In this lesson students will determine how temperature affects viscosity and relate the data to the structure of motor oil and the optimal functioning of a car.
This lesson plan will help prepare your students to meet the performance expectations in the following standards:
- HS-PS1-3: Plan and conduct an investigation to gather evidence to compare the structure of substances at the bulk scale to infer the strength of electrical forces between particles.

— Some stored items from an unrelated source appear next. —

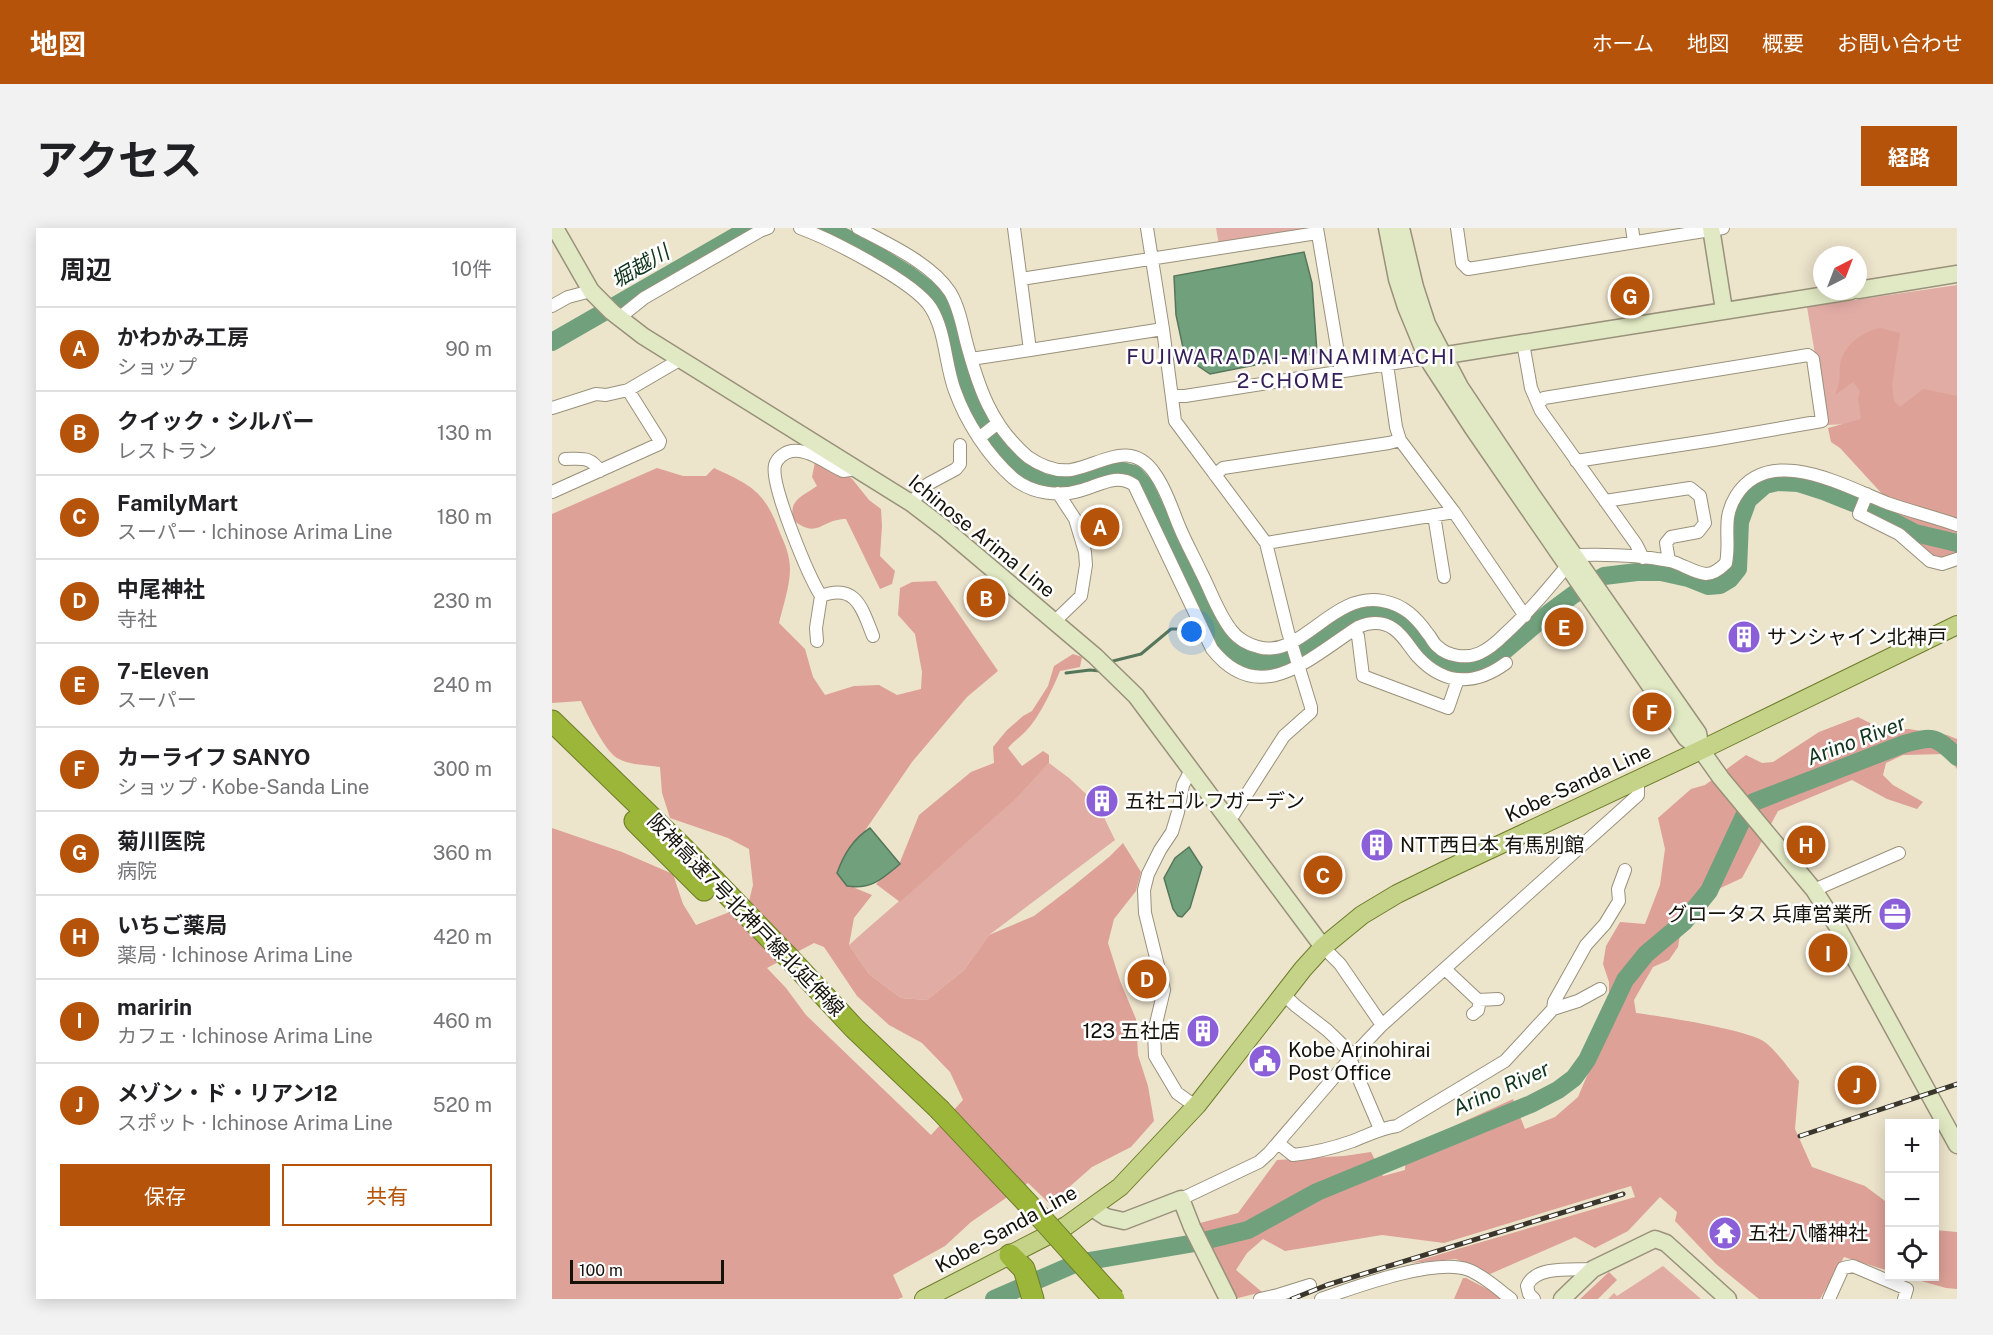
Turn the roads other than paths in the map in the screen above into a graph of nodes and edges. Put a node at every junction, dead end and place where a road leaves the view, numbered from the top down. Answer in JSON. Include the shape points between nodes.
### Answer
{"nodes":[{"id":1,"x":555,"y":228,"type":"edge"},
{"id":2,"x":768,"y":228,"type":"edge"},
{"id":3,"x":800,"y":228,"type":"edge"},
{"id":4,"x":858,"y":228,"type":"edge"},
{"id":5,"x":1014,"y":228,"type":"edge"},
{"id":6,"x":1147,"y":228,"type":"edge"},
{"id":7,"x":1387,"y":228,"type":"edge"},
{"id":8,"x":1401,"y":228,"type":"edge"},
{"id":9,"x":1457,"y":228,"type":"edge"},
{"id":10,"x":1632,"y":228,"type":"edge"},
{"id":11,"x":1715,"y":229,"type":"edge"},
{"id":12,"x":814,"y":230,"type":"edge"},
{"id":13,"x":1317,"y":230,"type":"edge"},
{"id":14,"x":1634,"y":242,"type":"junction"},
{"id":15,"x":1152,"y":259,"type":"junction"},
{"id":16,"x":1957,"y":274,"type":"edge"},
{"id":17,"x":1021,"y":279,"type":"junction"},
{"id":18,"x":1867,"y":289,"type":"edge"},
{"id":19,"x":591,"y":291,"type":"junction"},
{"id":20,"x":1813,"y":297,"type":"edge"},
{"id":21,"x":552,"y":306,"type":"edge"},
{"id":22,"x":1724,"y":310,"type":"junction"},
{"id":23,"x":612,"y":312,"type":"junction"},
{"id":24,"x":1163,"y":329,"type":"junction"},
{"id":25,"x":1523,"y":343,"type":"junction"},
{"id":26,"x":1030,"y":350,"type":"junction"},
{"id":27,"x":1435,"y":357,"type":"junction"},
{"id":28,"x":681,"y":359,"type":"junction"},
{"id":29,"x":971,"y":359,"type":"junction"},
{"id":30,"x":1388,"y":364,"type":"junction"},
{"id":31,"x":1341,"y":371,"type":"junction"},
{"id":32,"x":628,"y":390,"type":"junction"},
{"id":33,"x":1173,"y":396,"type":"junction"},
{"id":34,"x":1538,"y":404,"type":"junction"},
{"id":35,"x":552,"y":408,"type":"edge"},
{"id":36,"x":997,"y":424,"type":"junction"},
{"id":37,"x":981,"y":436,"type":"junction"},
{"id":38,"x":1400,"y":440,"type":"junction"},
{"id":39,"x":960,"y":445,"type":"dead end"},
{"id":40,"x":565,"y":459,"type":"dead end"},
{"id":41,"x":1576,"y":461,"type":"junction"},
{"id":42,"x":852,"y":465,"type":"junction"},
{"id":43,"x":600,"y":471,"type":"junction"},
{"id":44,"x":1215,"y":474,"type":"junction"},
{"id":45,"x":552,"y":492,"type":"edge"},
{"id":46,"x":1058,"y":493,"type":"junction"},
{"id":47,"x":1866,"y":495,"type":"junction"},
{"id":48,"x":1605,"y":501,"type":"junction"},
{"id":49,"x":911,"y":502,"type":"junction"},
{"id":50,"x":1454,"y":512,"type":"junction"},
{"id":51,"x":1434,"y":515,"type":"junction"},
{"id":52,"x":1957,"y":525,"type":"edge"},
{"id":53,"x":1266,"y":543,"type":"junction"},
{"id":54,"x":1643,"y":558,"type":"junction"},
{"id":55,"x":1957,"y":559,"type":"edge"},
{"id":56,"x":1669,"y":561,"type":"junction"},
{"id":57,"x":1576,"y":568,"type":"junction"},
{"id":58,"x":1444,"y":577,"type":"dead end"},
{"id":59,"x":821,"y":596,"type":"junction"},
{"id":60,"x":1525,"y":616,"type":"junction"},
{"id":61,"x":1054,"y":622,"type":"junction"},
{"id":62,"x":1957,"y":625,"type":"edge"},
{"id":63,"x":1352,"y":631,"type":"junction"},
{"id":64,"x":873,"y":636,"type":"dead end"},
{"id":65,"x":817,"y":641,"type":"dead end"},
{"id":66,"x":1293,"y":644,"type":"junction"},
{"id":67,"x":1506,"y":663,"type":"dead end"},
{"id":68,"x":1299,"y":664,"type":"junction"},
{"id":69,"x":1458,"y":679,"type":"junction"},
{"id":70,"x":552,"y":721,"type":"edge"},
{"id":71,"x":552,"y":741,"type":"edge"},
{"id":72,"x":1701,"y":750,"type":"junction"},
{"id":73,"x":1191,"y":770,"type":"junction"},
{"id":74,"x":1638,"y":780,"type":"junction"},
{"id":75,"x":1227,"y":820,"type":"junction"},
{"id":76,"x":1899,"y":853,"type":"dead end"},
{"id":77,"x":1625,"y":870,"type":"dead end"},
{"id":78,"x":1814,"y":891,"type":"junction"},
{"id":79,"x":1323,"y":947,"type":"junction"},
{"id":80,"x":1445,"y":969,"type":"junction"},
{"id":81,"x":1600,"y":989,"type":"dead end"},
{"id":82,"x":1283,"y":994,"type":"junction"},
{"id":83,"x":1498,"y":999,"type":"dead end"},
{"id":84,"x":1480,"y":1000,"type":"junction"},
{"id":85,"x":1553,"y":1009,"type":"junction"},
{"id":86,"x":1473,"y":1014,"type":"dead end"},
{"id":87,"x":1382,"y":1025,"type":"junction"},
{"id":88,"x":1351,"y":1058,"type":"junction"},
{"id":89,"x":1197,"y":1105,"type":"junction"},
{"id":90,"x":933,"y":1113,"type":"junction"},
{"id":91,"x":1380,"y":1129,"type":"junction"},
{"id":92,"x":1278,"y":1143,"type":"junction"},
{"id":93,"x":1957,"y":1145,"type":"edge"},
{"id":94,"x":1181,"y":1200,"type":"junction"},
{"id":95,"x":1092,"y":1208,"type":"junction"},
{"id":96,"x":1015,"y":1266,"type":"junction"},
{"id":97,"x":1593,"y":1269,"type":"junction"},
{"id":98,"x":1310,"y":1285,"type":"dead end"},
{"id":99,"x":1279,"y":1297,"type":"edge"},
{"id":100,"x":924,"y":1299,"type":"edge"},
{"id":101,"x":1019,"y":1299,"type":"edge"},
{"id":102,"x":1033,"y":1299,"type":"edge"},
{"id":103,"x":1098,"y":1299,"type":"edge"},
{"id":104,"x":1114,"y":1299,"type":"edge"},
{"id":105,"x":1228,"y":1299,"type":"edge"},
{"id":106,"x":1260,"y":1299,"type":"edge"},
{"id":107,"x":1321,"y":1299,"type":"edge"},
{"id":108,"x":1511,"y":1299,"type":"edge"},
{"id":109,"x":1534,"y":1299,"type":"edge"},
{"id":110,"x":1562,"y":1299,"type":"edge"},
{"id":111,"x":1728,"y":1299,"type":"edge"},
{"id":112,"x":1828,"y":1299,"type":"edge"},
{"id":113,"x":1904,"y":1299,"type":"edge"}],
"edges":[{"from":1,"to":19,"type":"main road","name":"Ichinose Arima Line"},
{"from":2,"to":23,"type":"street"},
{"from":3,"to":12,"type":"street"},
{"from":4,"to":29,"type":"street","via":[[930,270],[949,291],[958,309]]},
{"from":5,"to":17,"type":"street"},
{"from":6,"to":15,"type":"street"},
{"from":7,"to":27,"type":"main road","via":[[1406,307]]},
{"from":8,"to":27,"type":"main road"},
{"from":9,"to":14,"type":"street","via":[[1462,263],[1468,269]]},
{"from":10,"to":14,"type":"street"},
{"from":11,"to":14,"type":"street"},
{"from":11,"to":22,"type":"main road"},
{"from":12,"to":37,"type":"street","via":[[911,287],[926,300],[937,319],[955,391]]},
{"from":13,"to":15,"type":"street"},
{"from":13,"to":31,"type":"street"},
{"from":15,"to":17,"type":"street"},
{"from":15,"to":24,"type":"street"},
{"from":16,"to":18,"type":"main road"},
{"from":17,"to":26,"type":"street"},
{"from":19,"to":21,"type":"street"},
{"from":19,"to":23,"type":"main road","name":"Ichinose Arima Line"},
{"from":20,"to":22,"type":"main road"},
{"from":22,"to":25,"type":"main road"},
{"from":23,"to":28,"type":"main road","name":"Ichinose Arima Line"},
{"from":24,"to":26,"type":"street"},
{"from":24,"to":33,"type":"street"},
{"from":25,"to":27,"type":"main road"},
{"from":25,"to":34,"type":"street"},
{"from":26,"to":29,"type":"street"},
{"from":27,"to":30,"type":"street"},
{"from":27,"to":57,"type":"main road","via":[[1472,427]]},
{"from":28,"to":32,"type":"street"},
{"from":28,"to":42,"type":"main road","name":"Ichinose Arima Line"},
{"from":29,"to":36,"type":"street","via":[[984,401]]},
{"from":30,"to":31,"type":"street"},
{"from":30,"to":38,"type":"street"},
{"from":31,"to":33,"type":"street"},
{"from":32,"to":35,"type":"street","via":[[596,394]]},
{"from":32,"to":43,"type":"street","via":[[659,444]]},
{"from":33,"to":44,"type":"street","via":[[1175,422]]},
{"from":34,"to":41,"type":"street"},
{"from":34,"to":41,"type":"street","via":[[1544,398],[1808,355],[1813,359],[1822,421]]},
{"from":36,"to":37,"type":"street"},
{"from":36,"to":66,"type":"street","via":[[1026,455],[1057,470],[1072,470],[1121,455],[1149,466],[1233,632],[1261,649]]},
{"from":37,"to":46,"type":"street","via":[[1014,478],[1036,490]]},
{"from":38,"to":44,"type":"street","via":[[1223,468]]},
{"from":38,"to":50,"type":"street"},
{"from":39,"to":49,"type":"street","via":[[960,464],[956,470],[928,484]]},
{"from":40,"to":43,"type":"street","via":[[589,460]]},
{"from":41,"to":48,"type":"street"},
{"from":42,"to":49,"type":"main road","name":"Ichinose Arima Line"},
{"from":42,"to":59,"type":"street","via":[[850,470],[843,471],[800,451],[791,451],[778,459],[775,466],[795,538]]},
{"from":43,"to":45,"type":"street"},
{"from":44,"to":53,"type":"street"},
{"from":46,"to":61,"type":"street","via":[[1075,519],[1086,565],[1081,596]]},
{"from":46,"to":68,"type":"street","via":[[1115,479],[1129,482],[1137,490],[1220,659],[1240,672],[1259,676],[1278,675]]},
{"from":47,"to":52,"type":"street"},
{"from":47,"to":55,"type":"street","via":[[1859,514],[1899,534],[1930,561],[1942,564]]},
{"from":47,"to":56,"type":"street","via":[[1795,470],[1770,471],[1750,480],[1735,497],[1727,516],[1728,554],[1721,568],[1707,574]]},
{"from":48,"to":54,"type":"street"},
{"from":48,"to":56,"type":"street","via":[[1690,488],[1700,496],[1705,523],[1698,532],[1671,537],[1666,543]]},
{"from":49,"to":61,"type":"main road","name":"Ichinose Arima Line"},
{"from":50,"to":51,"type":"street"},
{"from":50,"to":60,"type":"street"},
{"from":51,"to":53,"type":"street"},
{"from":51,"to":58,"type":"street"},
{"from":53,"to":66,"type":"street"},
{"from":54,"to":56,"type":"street"},
{"from":54,"to":57,"type":"street","via":[[1594,554]]},
{"from":57,"to":60,"type":"street"},
{"from":57,"to":72,"type":"main road","via":[[1686,738]]},
{"from":59,"to":64,"type":"street","via":[[833,591],[852,597],[862,609]]},
{"from":59,"to":65,"type":"street"},
{"from":60,"to":66,"type":"street","via":[[1481,653],[1465,657],[1437,647],[1411,613],[1400,606],[1369,599],[1340,609]]},
{"from":61,"to":73,"type":"main road","name":"Ichinose Arima Line","via":[[1136,696]]},
{"from":62,"to":72,"type":"main road","name":"Kobe-Sanda Line"},
{"from":63,"to":68,"type":"street"},
{"from":63,"to":69,"type":"street","via":[[1365,624],[1388,625],[1423,663]]},
{"from":63,"to":69,"type":"street","via":[[1358,636],[1363,676],[1448,708]]},
{"from":66,"to":68,"type":"street"},
{"from":67,"to":69,"type":"street","via":[[1486,676]]},
{"from":68,"to":75,"type":"street","via":[[1311,712],[1284,736]]},
{"from":70,"to":90,"type":"highway","name":"阪神高速7号北神戸線北延伸線","via":[[683,848]]},
{"from":71,"to":90,"type":"highway","name":"阪神高速7号北神戸線北延伸線","via":[[848,1039]]},
{"from":72,"to":74,"type":"main road","name":"Kobe-Sanda Line"},
{"from":72,"to":78,"type":"main road"},
{"from":73,"to":75,"type":"main road","name":"Ichinose Arima Line"},
{"from":73,"to":89,"type":"street","via":[[1183,785],[1172,832],[1148,874],[1144,890],[1145,913],[1164,990],[1154,1032],[1155,1056],[1177,1093]]},
{"from":74,"to":79,"type":"main road","name":"Kobe-Sanda Line","via":[[1397,894],[1362,915]]},
{"from":74,"to":80,"type":"street","via":[[1638,795]]},
{"from":75,"to":79,"type":"main road","name":"Ichinose Arima Line"},
{"from":76,"to":78,"type":"street"},
{"from":77,"to":85,"type":"street","via":[[1618,889],[1619,901],[1586,945]]},
{"from":78,"to":93,"type":"main road"},
{"from":79,"to":82,"type":"main road","name":"Kobe-Sanda Line"},
{"from":79,"to":87,"type":"street","via":[[1340,964]]},
{"from":80,"to":84,"type":"street"},
{"from":80,"to":87,"type":"street"},
{"from":81,"to":85,"type":"street"},
{"from":82,"to":88,"type":"street","via":[[1328,1030]]},
{"from":82,"to":89,"type":"main road","name":"Kobe-Sanda Line"},
{"from":83,"to":84,"type":"street"},
{"from":84,"to":86,"type":"street"},
{"from":85,"to":91,"type":"street","via":[[1505,1061],[1397,1126]]},
{"from":87,"to":88,"type":"street"},
{"from":88,"to":91,"type":"street"},
{"from":88,"to":92,"type":"street"},
{"from":89,"to":95,"type":"main road","name":"Kobe-Sanda Line","via":[[1120,1187]]},
{"from":90,"to":103,"type":"highway"},
{"from":90,"to":104,"type":"highway","bridge":true,"via":[[1044,1221]]},
{"from":91,"to":92,"type":"street","via":[[1306,1154],[1293,1155]]},
{"from":92,"to":94,"type":"street","via":[[1259,1162]]},
{"from":94,"to":95,"type":"main road","via":[[1124,1221],[1106,1217]]},
{"from":94,"to":105,"type":"main road"},
{"from":95,"to":96,"type":"main road","name":"Kobe-Sanda Line"},
{"from":96,"to":100,"type":"main road","name":"Kobe-Sanda Line"},
{"from":96,"to":101,"type":"highway"},
{"from":96,"to":102,"type":"highway"},
{"from":97,"to":109,"type":"street","via":[[1553,1270],[1536,1276],[1527,1289]]},
{"from":97,"to":110,"type":"main road"},
{"from":97,"to":111,"type":"main road","via":[[1659,1239]]},
{"from":98,"to":99,"type":"street"},
{"from":99,"to":106,"type":"street"},
{"from":107,"to":108,"type":"street","via":[[1402,1274],[1446,1266],[1476,1274]]},
{"from":112,"to":113,"type":"street","via":[[1844,1268],[1853,1266],[1907,1289]]}]}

- Scientific and Engineering Practices:
- Analyzing and Interpreting Data
- Constructing Explanations and Designing Solutions
- Engaging in Argument from Evidence
AP Chemistry Curriculum Framework
This lesson plan supports the following learning objectives:
- Big Idea 2: Chemical and physical properties of materials can be explained by the structure and the arrangement of atoms, ions, or molecules and the forces between them.
- 2.1 Students can predict properties of substances based on their chemical formulas, and provide explanations of their properties based on particle views.
- 2.13 The student is able to describe the relationships between the structural features of polar molecules and the forces of attraction between the particles.
- 2.16 The student is able to explain the properties (phase, vapor pressure, viscosity, etc.) of small and large molecular compounds in terms of the strengths and types of intermolecular forces.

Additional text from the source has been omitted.